DATA FOR THE TASK
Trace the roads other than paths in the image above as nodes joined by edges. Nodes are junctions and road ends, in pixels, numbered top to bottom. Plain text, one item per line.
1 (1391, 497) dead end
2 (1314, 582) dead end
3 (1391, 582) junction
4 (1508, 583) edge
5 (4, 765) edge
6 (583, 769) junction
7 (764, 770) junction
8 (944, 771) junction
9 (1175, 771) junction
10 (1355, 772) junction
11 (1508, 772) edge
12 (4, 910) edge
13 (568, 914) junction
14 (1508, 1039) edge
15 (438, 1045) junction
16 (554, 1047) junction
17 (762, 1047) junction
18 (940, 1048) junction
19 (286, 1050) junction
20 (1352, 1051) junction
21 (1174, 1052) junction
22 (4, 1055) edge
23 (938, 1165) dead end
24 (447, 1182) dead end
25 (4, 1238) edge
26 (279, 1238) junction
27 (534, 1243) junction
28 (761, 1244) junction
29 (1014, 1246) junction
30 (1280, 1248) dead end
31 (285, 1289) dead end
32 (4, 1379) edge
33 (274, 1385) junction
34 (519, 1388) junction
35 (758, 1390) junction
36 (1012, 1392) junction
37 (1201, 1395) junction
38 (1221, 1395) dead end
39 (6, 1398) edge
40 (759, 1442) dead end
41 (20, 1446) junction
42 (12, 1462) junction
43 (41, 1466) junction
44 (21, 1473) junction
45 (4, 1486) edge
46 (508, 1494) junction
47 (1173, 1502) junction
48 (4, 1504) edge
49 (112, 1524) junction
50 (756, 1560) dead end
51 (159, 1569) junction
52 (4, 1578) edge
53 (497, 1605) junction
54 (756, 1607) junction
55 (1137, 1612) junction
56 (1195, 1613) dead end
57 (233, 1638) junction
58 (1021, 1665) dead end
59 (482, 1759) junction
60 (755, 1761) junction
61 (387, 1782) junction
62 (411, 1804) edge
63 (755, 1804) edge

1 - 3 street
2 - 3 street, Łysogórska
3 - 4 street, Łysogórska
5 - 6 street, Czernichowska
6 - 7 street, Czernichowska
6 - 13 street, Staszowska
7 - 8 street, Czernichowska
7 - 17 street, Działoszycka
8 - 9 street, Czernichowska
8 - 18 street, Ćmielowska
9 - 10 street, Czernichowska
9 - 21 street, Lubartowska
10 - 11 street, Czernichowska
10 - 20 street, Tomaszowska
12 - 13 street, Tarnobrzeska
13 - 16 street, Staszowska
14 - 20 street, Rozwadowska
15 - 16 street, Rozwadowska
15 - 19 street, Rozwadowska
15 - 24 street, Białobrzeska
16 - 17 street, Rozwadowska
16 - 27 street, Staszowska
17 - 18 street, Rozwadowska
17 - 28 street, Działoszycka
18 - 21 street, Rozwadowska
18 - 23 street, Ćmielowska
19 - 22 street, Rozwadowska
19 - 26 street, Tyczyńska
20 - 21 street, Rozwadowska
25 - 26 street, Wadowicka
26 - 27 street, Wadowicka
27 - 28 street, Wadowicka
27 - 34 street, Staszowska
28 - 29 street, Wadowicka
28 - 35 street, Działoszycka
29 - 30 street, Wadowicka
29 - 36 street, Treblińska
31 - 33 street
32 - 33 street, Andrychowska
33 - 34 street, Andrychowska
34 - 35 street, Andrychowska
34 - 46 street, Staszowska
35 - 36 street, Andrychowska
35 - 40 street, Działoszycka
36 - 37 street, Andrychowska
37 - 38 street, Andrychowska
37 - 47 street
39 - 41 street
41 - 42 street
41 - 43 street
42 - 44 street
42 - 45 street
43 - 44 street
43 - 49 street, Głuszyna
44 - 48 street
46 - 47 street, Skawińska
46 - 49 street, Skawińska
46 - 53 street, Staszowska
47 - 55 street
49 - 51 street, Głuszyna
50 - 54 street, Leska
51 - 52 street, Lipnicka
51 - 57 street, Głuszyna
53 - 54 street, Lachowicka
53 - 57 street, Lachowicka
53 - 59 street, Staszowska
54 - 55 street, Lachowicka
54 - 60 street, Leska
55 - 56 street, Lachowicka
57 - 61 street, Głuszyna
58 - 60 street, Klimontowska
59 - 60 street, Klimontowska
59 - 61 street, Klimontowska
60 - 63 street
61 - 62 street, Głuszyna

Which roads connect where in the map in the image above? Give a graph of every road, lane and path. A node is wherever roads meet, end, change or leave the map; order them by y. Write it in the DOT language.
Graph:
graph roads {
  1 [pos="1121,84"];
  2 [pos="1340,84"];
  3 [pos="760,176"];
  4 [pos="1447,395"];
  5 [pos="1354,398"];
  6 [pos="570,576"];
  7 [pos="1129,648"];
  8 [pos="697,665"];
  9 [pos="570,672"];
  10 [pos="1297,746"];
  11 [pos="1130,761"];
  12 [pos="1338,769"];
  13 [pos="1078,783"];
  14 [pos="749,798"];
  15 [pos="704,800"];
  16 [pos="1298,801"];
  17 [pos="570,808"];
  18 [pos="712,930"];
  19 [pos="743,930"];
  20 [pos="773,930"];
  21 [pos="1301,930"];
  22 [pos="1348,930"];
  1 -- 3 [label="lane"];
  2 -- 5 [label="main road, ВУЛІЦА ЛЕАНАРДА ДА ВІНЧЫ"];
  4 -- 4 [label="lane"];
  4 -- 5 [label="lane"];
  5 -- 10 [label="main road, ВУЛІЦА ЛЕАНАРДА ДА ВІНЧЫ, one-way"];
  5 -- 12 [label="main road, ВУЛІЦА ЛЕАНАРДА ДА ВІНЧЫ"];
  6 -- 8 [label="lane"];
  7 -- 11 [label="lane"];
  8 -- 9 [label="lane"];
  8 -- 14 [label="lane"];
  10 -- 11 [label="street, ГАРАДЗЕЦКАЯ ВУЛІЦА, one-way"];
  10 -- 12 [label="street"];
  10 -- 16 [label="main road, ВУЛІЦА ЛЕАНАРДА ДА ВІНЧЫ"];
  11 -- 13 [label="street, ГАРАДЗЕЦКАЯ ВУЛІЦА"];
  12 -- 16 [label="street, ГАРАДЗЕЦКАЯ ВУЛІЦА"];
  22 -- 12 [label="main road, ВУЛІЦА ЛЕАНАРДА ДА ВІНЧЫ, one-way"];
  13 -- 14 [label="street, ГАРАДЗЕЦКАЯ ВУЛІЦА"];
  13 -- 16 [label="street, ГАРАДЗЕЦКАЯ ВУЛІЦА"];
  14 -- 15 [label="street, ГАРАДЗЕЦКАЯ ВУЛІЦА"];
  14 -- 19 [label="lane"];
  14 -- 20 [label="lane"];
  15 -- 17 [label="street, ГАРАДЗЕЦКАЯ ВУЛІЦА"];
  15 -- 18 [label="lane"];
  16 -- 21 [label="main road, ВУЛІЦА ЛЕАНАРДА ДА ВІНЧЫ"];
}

EXERCISE REQUIREMENTS
Make a copy of each line in the records that has the word "ВІНЧЫ".

RESULT
  2 -- 5 [label="main road, ВУЛІЦА ЛЕАНАРДА ДА ВІНЧЫ"];
  5 -- 10 [label="main road, ВУЛІЦА ЛЕАНАРДА ДА ВІНЧЫ, one-way"];
  5 -- 12 [label="main road, ВУЛІЦА ЛЕАНАРДА ДА ВІНЧЫ"];
  10 -- 16 [label="main road, ВУЛІЦА ЛЕАНАРДА ДА ВІНЧЫ"];
  22 -- 12 [label="main road, ВУЛІЦА ЛЕАНАРДА ДА ВІНЧЫ, one-way"];
  16 -- 21 [label="main road, ВУЛІЦА ЛЕАНАРДА ДА ВІНЧЫ"];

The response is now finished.